When you output the records, match them exactly and omit any picture they include.

LISTED ENTRIES Start Marker

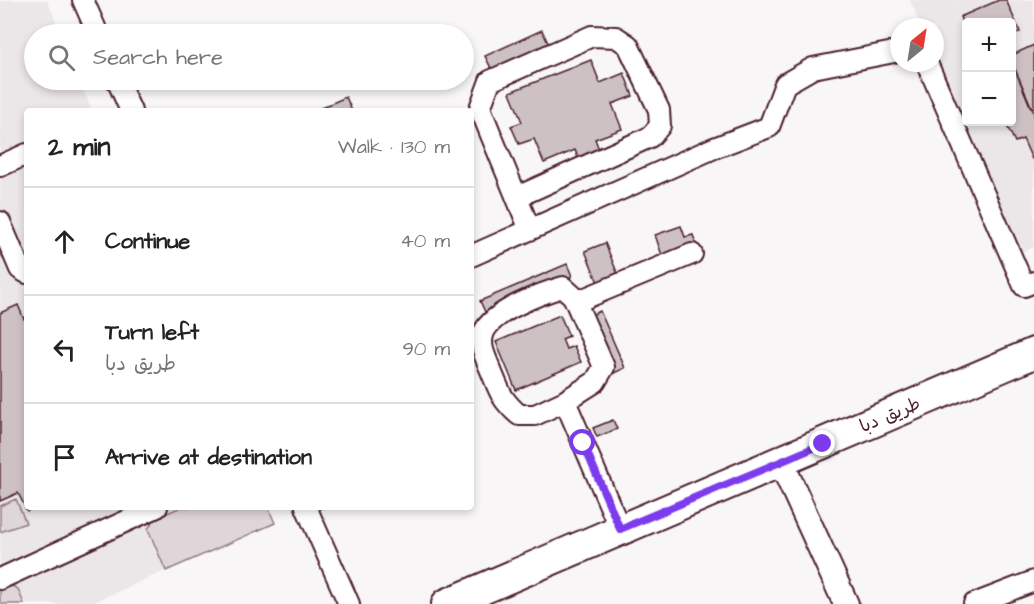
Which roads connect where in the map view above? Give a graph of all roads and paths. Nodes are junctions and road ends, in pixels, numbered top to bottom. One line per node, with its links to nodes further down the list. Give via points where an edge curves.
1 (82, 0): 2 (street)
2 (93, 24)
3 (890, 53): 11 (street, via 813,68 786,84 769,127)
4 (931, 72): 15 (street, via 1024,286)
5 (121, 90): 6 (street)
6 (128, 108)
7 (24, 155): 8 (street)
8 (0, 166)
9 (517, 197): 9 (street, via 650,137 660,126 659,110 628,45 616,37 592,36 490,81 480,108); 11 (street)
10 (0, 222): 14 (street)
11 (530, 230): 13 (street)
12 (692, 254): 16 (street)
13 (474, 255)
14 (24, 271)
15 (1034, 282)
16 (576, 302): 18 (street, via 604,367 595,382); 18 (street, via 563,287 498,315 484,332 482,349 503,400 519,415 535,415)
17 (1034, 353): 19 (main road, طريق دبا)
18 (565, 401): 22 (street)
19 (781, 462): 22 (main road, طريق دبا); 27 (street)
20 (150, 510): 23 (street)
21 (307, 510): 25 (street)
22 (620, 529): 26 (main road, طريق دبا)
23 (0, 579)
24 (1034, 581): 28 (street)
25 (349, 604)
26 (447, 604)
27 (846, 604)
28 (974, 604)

LISTED ENTRIES End Marker

**WORKED SOLUTION:**
Which roads connect where in the map view above? Give a graph of all roads and paths. Nodes are junctions and road ends, in pixels, numbered top to bottom. One line per node, with its links to nodes further down the list. Give via points where an edge curves.
1 (82, 0): 2 (street)
2 (93, 24)
3 (890, 53): 11 (street, via 813,68 786,84 769,127)
4 (931, 72): 15 (street, via 1024,286)
5 (121, 90): 6 (street)
6 (128, 108)
7 (24, 155): 8 (street)
8 (0, 166)
9 (517, 197): 9 (street, via 650,137 660,126 659,110 628,45 616,37 592,36 490,81 480,108); 11 (street)
10 (0, 222): 14 (street)
11 (530, 230): 13 (street)
12 (692, 254): 16 (street)
13 (474, 255)
14 (24, 271)
15 (1034, 282)
16 (576, 302): 18 (street, via 604,367 595,382); 18 (street, via 563,287 498,315 484,332 482,349 503,400 519,415 535,415)
17 (1034, 353): 19 (main road, طريق دبا)
18 (565, 401): 22 (street)
19 (781, 462): 22 (main road, طريق دبا); 27 (street)
20 (150, 510): 23 (street)
21 (307, 510): 25 (street)
22 (620, 529): 26 (main road, طريق دبا)
23 (0, 579)
24 (1034, 581): 28 (street)
25 (349, 604)
26 (447, 604)
27 (846, 604)
28 (974, 604)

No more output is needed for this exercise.